Task prompt:
The required output is the full listing below, reproduced word for word.

Records to use:
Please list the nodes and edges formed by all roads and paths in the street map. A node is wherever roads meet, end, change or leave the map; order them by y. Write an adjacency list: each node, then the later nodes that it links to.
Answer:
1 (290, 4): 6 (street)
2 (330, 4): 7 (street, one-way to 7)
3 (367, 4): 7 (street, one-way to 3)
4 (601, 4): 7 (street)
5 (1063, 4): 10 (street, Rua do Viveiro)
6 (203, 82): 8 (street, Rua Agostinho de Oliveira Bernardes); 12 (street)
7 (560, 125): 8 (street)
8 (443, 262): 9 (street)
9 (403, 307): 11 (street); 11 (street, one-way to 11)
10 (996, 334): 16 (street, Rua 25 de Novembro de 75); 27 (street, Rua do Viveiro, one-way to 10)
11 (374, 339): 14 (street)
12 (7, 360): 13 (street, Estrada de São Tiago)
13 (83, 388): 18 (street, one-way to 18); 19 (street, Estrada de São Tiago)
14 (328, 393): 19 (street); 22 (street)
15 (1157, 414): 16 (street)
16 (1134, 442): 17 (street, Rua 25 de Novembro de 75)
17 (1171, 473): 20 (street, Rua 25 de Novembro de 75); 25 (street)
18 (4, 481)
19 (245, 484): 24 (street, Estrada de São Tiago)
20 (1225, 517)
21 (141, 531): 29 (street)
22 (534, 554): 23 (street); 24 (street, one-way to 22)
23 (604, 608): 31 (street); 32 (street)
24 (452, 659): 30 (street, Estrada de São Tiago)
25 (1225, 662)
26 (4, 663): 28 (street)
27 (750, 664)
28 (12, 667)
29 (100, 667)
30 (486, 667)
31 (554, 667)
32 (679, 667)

Solution:
Please list the nodes and edges formed by all roads and paths in the street map. A node is wherever roads meet, end, change or leave the map; order them by y. Write an adjacency list: each node, then the later nodes that it links to.
Answer:
1 (290, 4): 6 (street)
2 (330, 4): 7 (street, one-way to 7)
3 (367, 4): 7 (street, one-way to 3)
4 (601, 4): 7 (street)
5 (1063, 4): 10 (street, Rua do Viveiro)
6 (203, 82): 8 (street, Rua Agostinho de Oliveira Bernardes); 12 (street)
7 (560, 125): 8 (street)
8 (443, 262): 9 (street)
9 (403, 307): 11 (street); 11 (street, one-way to 11)
10 (996, 334): 16 (street, Rua 25 de Novembro de 75); 27 (street, Rua do Viveiro, one-way to 10)
11 (374, 339): 14 (street)
12 (7, 360): 13 (street, Estrada de São Tiago)
13 (83, 388): 18 (street, one-way to 18); 19 (street, Estrada de São Tiago)
14 (328, 393): 19 (street); 22 (street)
15 (1157, 414): 16 (street)
16 (1134, 442): 17 (street, Rua 25 de Novembro de 75)
17 (1171, 473): 20 (street, Rua 25 de Novembro de 75); 25 (street)
18 (4, 481)
19 (245, 484): 24 (street, Estrada de São Tiago)
20 (1225, 517)
21 (141, 531): 29 (street)
22 (534, 554): 23 (street); 24 (street, one-way to 22)
23 (604, 608): 31 (street); 32 (street)
24 (452, 659): 30 (street, Estrada de São Tiago)
25 (1225, 662)
26 (4, 663): 28 (street)
27 (750, 664)
28 (12, 667)
29 (100, 667)
30 (486, 667)
31 (554, 667)
32 (679, 667)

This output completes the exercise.